Turaev Boris (1868–1920) – orientalist: specialist in Egyptology, Assyriology, Ethiopic, and Semitic studies, founder of the national school of historians of the Ancient East.

He was born in the town of Novogrudok, learnt at the First gymnasium in Vilno. After graduation from the Historical and Philological Faculty of the St. Petersburg University he was invited to prepare himself for Professor position and sent to Germany for additional education (1891-1893). There he visited classes of O. E. Lemm, A. Ermann, G. Maspero, E, Schrader, and G. Winkler.

In 1896, he got a position of Assistant Docent at the St. Petersburg University; in 1898, he defended his Master thesis in the World History ‘God Tot: An Attempt of Research in the History of Ancient Egyptian Culture’. In 1902, he defended his Doctor thesis ‘Research in the Field of Hagiological Sources on the History of Ethiopia’.

In 1904, he became Assistant Professor, and in 1911 – Full Professor of the St. Petersburg University. In 1919, he headed the newly organized Chair of Egyptology. On June 7, 1920, he was elected as Chairman of the Society for Studying Ancient Cultures.

Since 1912, he was Curator of the collection of Egyptian objects of V. S. Golenishchev, kept in the Museum of Fine Arts in Moscow.

In 1913, he was elected for Correspondent Member of the Ac. of Sc.; in 1918 – for Academician. In 1917-1918, he was a member of the Pre-Council Meeting, and the All-Russian Council of Russian Orthodox Church. State Councilor (1909).

He was known, first of all, as the author of the first Russian educative course in the history of the Ancient east (1896-1920).
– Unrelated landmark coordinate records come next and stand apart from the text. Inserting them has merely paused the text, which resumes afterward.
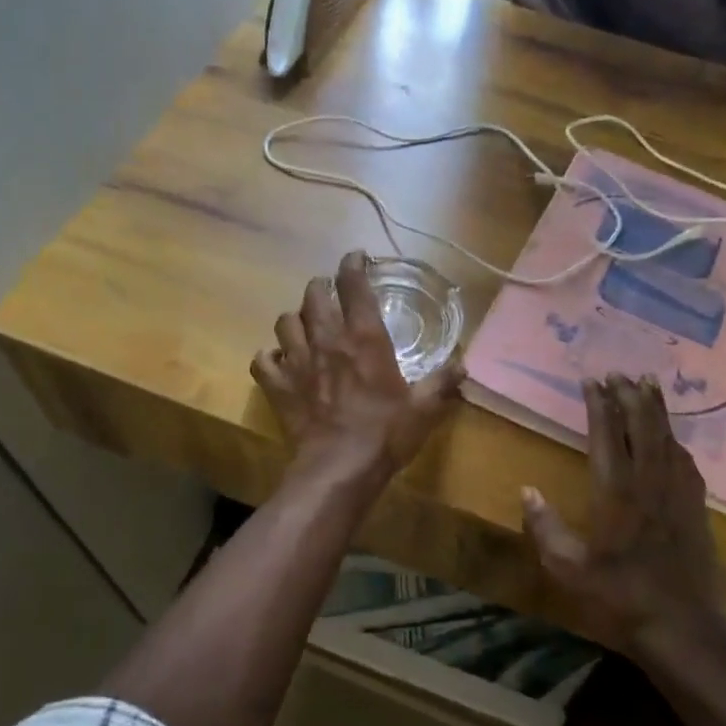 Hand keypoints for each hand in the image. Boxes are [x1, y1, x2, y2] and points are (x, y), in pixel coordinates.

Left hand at [251, 250, 464, 483]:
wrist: (339, 468)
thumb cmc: (385, 432)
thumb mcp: (424, 407)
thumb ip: (443, 382)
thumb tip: (463, 366)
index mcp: (364, 338)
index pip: (354, 285)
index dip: (353, 264)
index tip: (356, 257)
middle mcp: (327, 339)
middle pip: (313, 295)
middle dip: (320, 288)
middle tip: (329, 293)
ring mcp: (297, 361)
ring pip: (285, 322)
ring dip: (295, 319)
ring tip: (304, 326)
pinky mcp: (278, 386)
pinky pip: (262, 360)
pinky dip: (269, 357)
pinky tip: (279, 361)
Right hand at [521, 375, 725, 662]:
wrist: (686, 631)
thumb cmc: (622, 599)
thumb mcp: (570, 570)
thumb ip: (546, 528)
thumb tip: (527, 491)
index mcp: (616, 493)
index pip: (606, 436)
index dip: (600, 405)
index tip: (593, 380)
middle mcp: (650, 484)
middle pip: (642, 427)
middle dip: (632, 396)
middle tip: (622, 372)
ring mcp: (678, 496)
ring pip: (668, 439)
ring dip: (657, 410)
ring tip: (649, 385)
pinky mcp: (697, 511)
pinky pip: (687, 463)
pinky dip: (677, 441)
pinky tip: (674, 439) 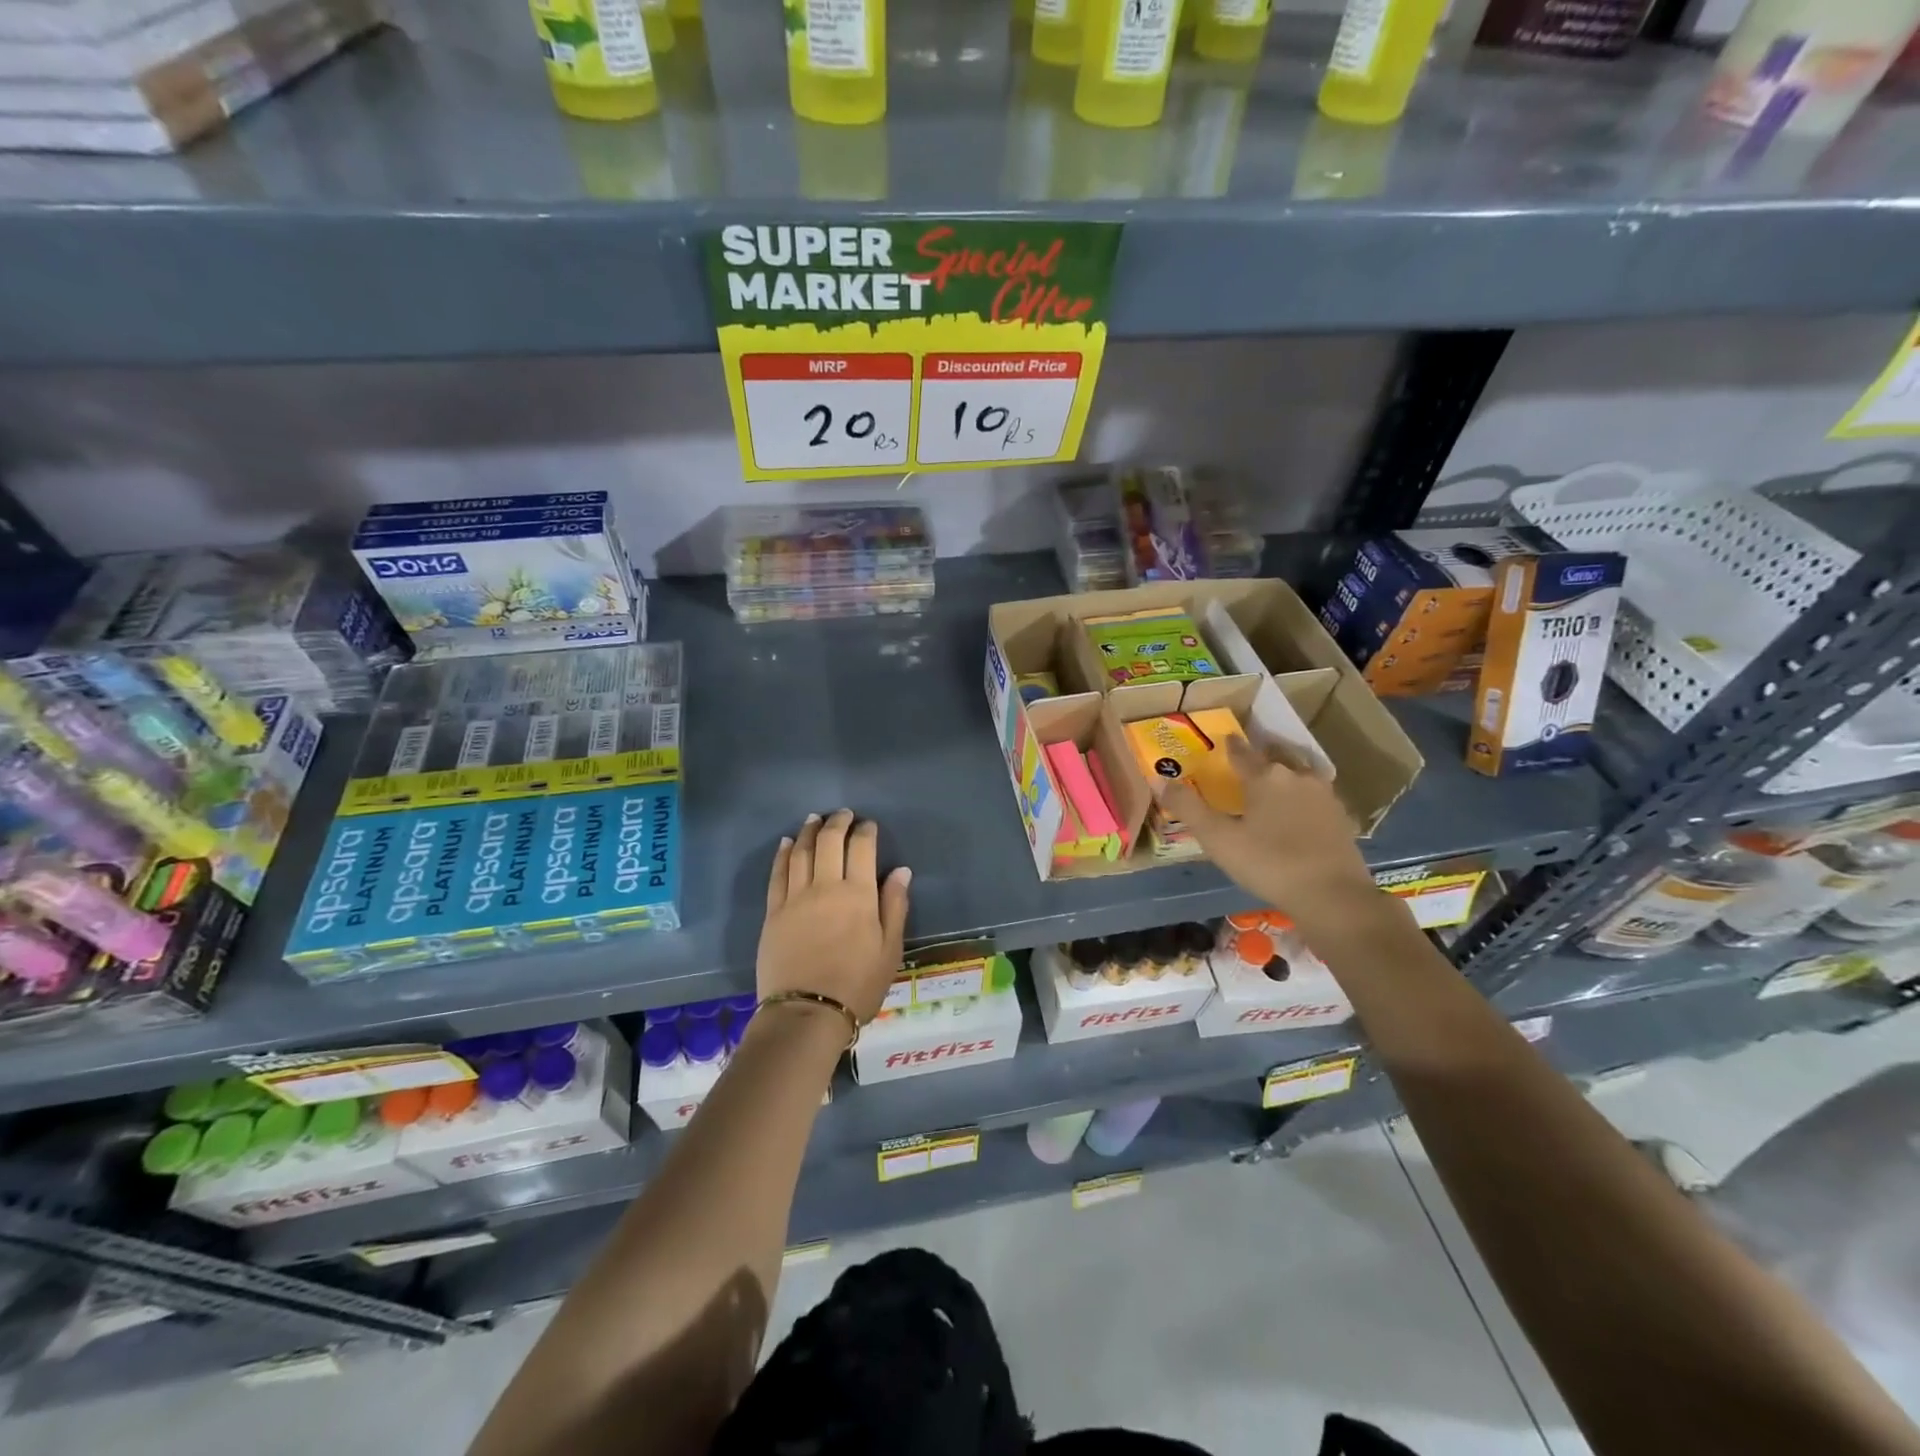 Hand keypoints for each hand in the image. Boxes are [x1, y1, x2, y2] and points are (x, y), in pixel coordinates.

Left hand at [758, 810, 911, 1023]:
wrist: (806, 1014)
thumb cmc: (857, 985)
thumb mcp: (890, 950)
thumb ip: (895, 906)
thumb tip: (901, 870)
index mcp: (858, 895)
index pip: (861, 848)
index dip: (865, 831)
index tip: (868, 825)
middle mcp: (826, 887)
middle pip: (829, 842)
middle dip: (838, 823)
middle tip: (843, 814)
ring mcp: (795, 898)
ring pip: (801, 852)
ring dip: (810, 831)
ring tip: (815, 819)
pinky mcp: (773, 912)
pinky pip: (777, 874)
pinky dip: (783, 853)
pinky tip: (787, 843)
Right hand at [1160, 735, 1378, 928]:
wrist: (1332, 895)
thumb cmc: (1268, 863)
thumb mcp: (1218, 838)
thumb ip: (1188, 807)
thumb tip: (1158, 778)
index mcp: (1264, 777)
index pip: (1242, 752)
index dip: (1231, 746)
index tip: (1226, 738)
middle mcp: (1296, 776)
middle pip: (1276, 756)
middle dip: (1262, 755)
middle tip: (1249, 758)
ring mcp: (1324, 795)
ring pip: (1301, 772)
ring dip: (1287, 770)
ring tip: (1276, 778)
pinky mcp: (1342, 817)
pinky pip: (1317, 795)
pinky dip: (1305, 795)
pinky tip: (1302, 808)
He based the course at the sources, which he read in original version, and regularly renewed it – using new sources and reconsidering problems. As a result, he covered an enormous territory from Egypt and Nubia in Africa up to the borders of Iran and India in the east.

IN the sphere of methodology, T. is known with his critic of Panbabylonism. Not less skeptical was he to the attempts of E. Meier to ascribe social-economical formations to the history of the Ancient East. In Egyptology T. is known as translator of religious texts and publisher of monuments of Russian collections of Egyptian artifacts. He shown himself as a keen historian of Ethiopian hagiography and Abyssinian political history, translator of liturgical books. His only research work in the field of Assyriology included a description of two economic tablets from the collection of the Ecclesiastic-Archeological Museum of the Ecclesiastic Mission in Kiev. He made a serious input into the studying of Phoenician literature. Books and translations of ancient oriental monuments by T. laid a foundation for Russian research vocabulary; he built principles of the translation style in the field of the Ancient East.

In spite of his sincere faith and active participation in the ecclesiastic life, in his studies T. kept ideas of evolutionism. In his Master thesis he criticized his predecessors, who tried to perform Egyptian culture as something lack of dynamics, and to analyze early religious conceptions through the much later testimonies of classical authors. He made an attempt to ‘trace back – on the base of available material – the historical evolution of Ancient Egyptian conceptions of god, who incarnated their culture, whose name was directly connected with the idea of truth and wisdom, and who – even in an alien outlook – survived the civilization, which had shaped him, for the sake of a broader role, and who is still reminding about it in literatures of younger nations’.

He strongly denied euhemerism which explained that Tot-Hermes was deified cultural person. Against it, T. used a vast specter of written and visual sources, structuring them in chronological order – from the name of god to mythology and cult, coming to Phoenician and Greek reinterpretations of the mythology of Tot in their literature. Later the same methods were used by almost all Russian researchers in their studies of myths and cults of the Ancient World.

His Doctor thesis was written under the strong influence of the work by V. O. Kliuchevsky on the Lives of Russian Saints. In it T. set a task to study Lives of Saint ‘in the

chronological order of the Abyssinian history, including both long versions, and short notes from Synaxarium, but excluding all texts of Abyssinian ecclesiastic poetry’. Hagiographic sources gave T. a chance to consider Ethiopian tales about saints as a complicated mixture of magic conceptions, liturgical canons, and literary tradition. Lives of Saints became for him a precious source of information on the political history of Ethiopia, and on the history of local system of education.

In his late works T. separated political conceptions of the deep antiquity from the prophetic movement of the Biblical epoch, although he did not deny a prototype of Israeli monotheism in the Egyptian Sun cult.

In general, his chronological approach to phenomena of religion, and his critical vies on any apologetic and anachronistic assertions on the culture were of great importance for the development of religious studies in Russia and in the U.S.S.R.